EXERCISE REQUIREMENTS: Retype the data that follows, keeping every character the same.

MATERIAL FOR THE TASK:
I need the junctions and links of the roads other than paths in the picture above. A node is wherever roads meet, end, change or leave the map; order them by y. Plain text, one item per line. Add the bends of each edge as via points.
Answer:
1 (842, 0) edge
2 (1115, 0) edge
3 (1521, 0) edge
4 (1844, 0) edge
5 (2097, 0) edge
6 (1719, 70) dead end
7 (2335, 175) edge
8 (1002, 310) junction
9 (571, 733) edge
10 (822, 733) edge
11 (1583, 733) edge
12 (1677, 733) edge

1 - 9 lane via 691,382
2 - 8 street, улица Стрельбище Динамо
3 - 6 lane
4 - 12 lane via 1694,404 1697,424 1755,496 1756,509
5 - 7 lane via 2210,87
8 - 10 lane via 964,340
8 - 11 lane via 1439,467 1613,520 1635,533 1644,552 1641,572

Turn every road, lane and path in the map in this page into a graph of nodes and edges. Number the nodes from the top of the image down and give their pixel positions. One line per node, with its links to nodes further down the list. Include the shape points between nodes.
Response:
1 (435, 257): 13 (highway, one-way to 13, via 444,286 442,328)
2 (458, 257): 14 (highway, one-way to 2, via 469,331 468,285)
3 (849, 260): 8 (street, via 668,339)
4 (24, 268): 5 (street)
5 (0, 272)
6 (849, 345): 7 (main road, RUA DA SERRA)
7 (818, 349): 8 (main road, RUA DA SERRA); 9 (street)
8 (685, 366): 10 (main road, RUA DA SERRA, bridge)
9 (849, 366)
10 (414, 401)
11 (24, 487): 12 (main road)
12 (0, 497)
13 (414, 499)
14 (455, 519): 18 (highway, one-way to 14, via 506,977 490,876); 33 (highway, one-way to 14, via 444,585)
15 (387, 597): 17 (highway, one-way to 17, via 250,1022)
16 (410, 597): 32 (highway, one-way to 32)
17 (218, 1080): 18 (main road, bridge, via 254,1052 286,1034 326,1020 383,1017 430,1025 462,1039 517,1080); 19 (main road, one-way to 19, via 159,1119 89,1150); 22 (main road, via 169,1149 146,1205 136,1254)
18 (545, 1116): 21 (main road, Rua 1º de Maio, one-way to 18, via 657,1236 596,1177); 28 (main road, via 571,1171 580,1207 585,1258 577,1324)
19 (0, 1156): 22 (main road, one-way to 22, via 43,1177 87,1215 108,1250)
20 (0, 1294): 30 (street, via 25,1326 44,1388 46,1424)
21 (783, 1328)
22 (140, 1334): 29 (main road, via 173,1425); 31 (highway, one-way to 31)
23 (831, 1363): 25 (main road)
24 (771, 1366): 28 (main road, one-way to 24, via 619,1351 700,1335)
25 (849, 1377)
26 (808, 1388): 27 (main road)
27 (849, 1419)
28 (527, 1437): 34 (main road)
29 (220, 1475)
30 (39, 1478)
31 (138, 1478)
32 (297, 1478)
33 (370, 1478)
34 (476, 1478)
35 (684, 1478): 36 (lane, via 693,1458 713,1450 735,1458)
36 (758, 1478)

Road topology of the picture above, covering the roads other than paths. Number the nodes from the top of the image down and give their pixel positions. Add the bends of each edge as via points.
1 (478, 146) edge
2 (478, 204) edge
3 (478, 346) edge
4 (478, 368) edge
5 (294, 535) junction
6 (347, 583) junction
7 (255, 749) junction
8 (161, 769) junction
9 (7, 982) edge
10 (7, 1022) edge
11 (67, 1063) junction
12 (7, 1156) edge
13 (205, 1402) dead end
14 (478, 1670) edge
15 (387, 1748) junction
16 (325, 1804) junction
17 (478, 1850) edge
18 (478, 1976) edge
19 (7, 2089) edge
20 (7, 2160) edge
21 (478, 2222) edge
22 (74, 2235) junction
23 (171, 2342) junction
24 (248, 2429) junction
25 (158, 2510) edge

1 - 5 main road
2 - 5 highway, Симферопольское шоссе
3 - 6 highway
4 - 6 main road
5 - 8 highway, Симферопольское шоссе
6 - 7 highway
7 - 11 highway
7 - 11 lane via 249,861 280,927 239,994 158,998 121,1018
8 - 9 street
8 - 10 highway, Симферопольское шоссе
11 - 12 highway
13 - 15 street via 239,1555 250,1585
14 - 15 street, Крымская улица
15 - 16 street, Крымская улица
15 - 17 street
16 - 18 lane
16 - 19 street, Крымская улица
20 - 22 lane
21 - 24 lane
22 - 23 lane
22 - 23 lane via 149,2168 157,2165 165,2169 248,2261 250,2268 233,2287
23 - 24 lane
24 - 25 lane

WRITTEN RESPONSE:
I need the junctions and links of the roads other than paths in the picture above. A node is wherever roads meet, end, change or leave the map; order them by y. Plain text, one item per line. Add the bends of each edge as via points.
Answer:
1 (842, 0) edge
2 (1115, 0) edge
3 (1521, 0) edge
4 (1844, 0) edge
5 (2097, 0) edge
6 (1719, 70) dead end
7 (2335, 175) edge
8 (1002, 310) junction
9 (571, 733) edge
10 (822, 733) edge
11 (1583, 733) edge
12 (1677, 733) edge

1 - 9 lane via 691,382
2 - 8 street, улица Стрельбище Динамо
3 - 6 lane
4 - 12 lane via 1694,404 1697,424 1755,496 1756,509
5 - 7 lane via 2210,87
8 - 10 lane via 964,340
8 - 11 lane via 1439,467 1613,520 1635,533 1644,552 1641,572

Turn every road, lane and path in the map in this page into a graph of nodes and edges. Number the nodes from the top of the image down and give their pixel positions. One line per node, with its links to nodes further down the list. Include the shape points between nodes.
Response:
1 (435, 257): 13 (highway, one-way to 13, via 444,286 442,328)
2 (458, 257): 14 (highway, one-way to 2, via 469,331 468,285)
3 (849, 260): 8 (street, via 668,339)
4 (24, 268): 5 (street)
5 (0, 272)
6 (849, 345): 7 (main road, RUA DA SERRA)
7 (818, 349): 8 (main road, RUA DA SERRA); 9 (street)
8 (685, 366): 10 (main road, RUA DA SERRA, bridge)
9 (849, 366)
10 (414, 401)
11 (24, 487): 12 (main road)
12 (0, 497)
13 (414, 499)
14 (455, 519): 18 (highway, one-way to 14, via 506,977 490,876); 33 (highway, one-way to 14, via 444,585)
15 (387, 597): 17 (highway, one-way to 17, via 250,1022)
16 (410, 597): 32 (highway, one-way to 32)
17 (218, 1080): 18 (main road, bridge, via 254,1052 286,1034 326,1020 383,1017 430,1025 462,1039 517,1080); 19 (main road, one-way to 19, via 159,1119 89,1150); 22 (main road, via 169,1149 146,1205 136,1254)
18 (545, 1116): 21 (main road, Rua 1º de Maio, one-way to 18, via 657,1236 596,1177); 28 (main road, via 571,1171 580,1207 585,1258 577,1324)
19 (0, 1156): 22 (main road, one-way to 22, via 43,1177 87,1215 108,1250)
20 (0, 1294): 30 (street, via 25,1326 44,1388 46,1424)
21 (783, 1328)
22 (140, 1334): 29 (main road, via 173,1425); 31 (highway, one-way to 31)
23 (831, 1363): 25 (main road)
24 (771, 1366): 28 (main road, one-way to 24, via 619,1351 700,1335)
25 (849, 1377)
26 (808, 1388): 27 (main road)
27 (849, 1419)
28 (527, 1437): 34 (main road)
29 (220, 1475)
30 (39, 1478)
31 (138, 1478)
32 (297, 1478)
33 (370, 1478)
34 (476, 1478)
35 (684, 1478): 36 (lane, via 693,1458 713,1450 735,1458)
36 (758, 1478)

Road topology of the picture above, covering the roads other than paths. Number the nodes from the top of the image down and give their pixel positions. Add the bends of each edge as via points.
1 (478, 146) edge
2 (478, 204) edge
3 (478, 346) edge
4 (478, 368) edge
5 (294, 535) junction
6 (347, 583) junction
7 (255, 749) junction
8 (161, 769) junction
9 (7, 982) edge
10 (7, 1022) edge
11 (67, 1063) junction
12 (7, 1156) edge
13 (205, 1402) dead end
14 (478, 1670) edge
15 (387, 1748) junction
16 (325, 1804) junction
17 (478, 1850) edge
18 (478, 1976) edge
19 (7, 2089) edge
20 (7, 2160) edge
21 (478, 2222) edge
22 (74, 2235) junction
23 (171, 2342) junction
24 (248, 2429) junction
25 (158, 2510) edge

1 - 5 main road
2 - 5 highway, Симферопольское шоссе
3 - 6 highway
4 - 6 main road
5 - 8 highway, Симферопольское шоссе
6 - 7 highway
7 - 11 highway
7 - 11 lane via 249,861 280,927 239,994 158,998 121,1018
8 - 9 street
8 - 10 highway, Симферопольское шоссе
11 - 12 highway
13 - 15 street via 239,1555 250,1585
14 - 15 street, Крымская улица
15 - 16 street, Крымская улица
15 - 17 street
16 - 18 lane
16 - 19 street, Крымская улица
20 - 22 lane
21 - 24 lane
22 - 23 lane
22 - 23 lane via 149,2168 157,2165 165,2169 248,2261 250,2268 233,2287
23 - 24 lane
24 - 25 lane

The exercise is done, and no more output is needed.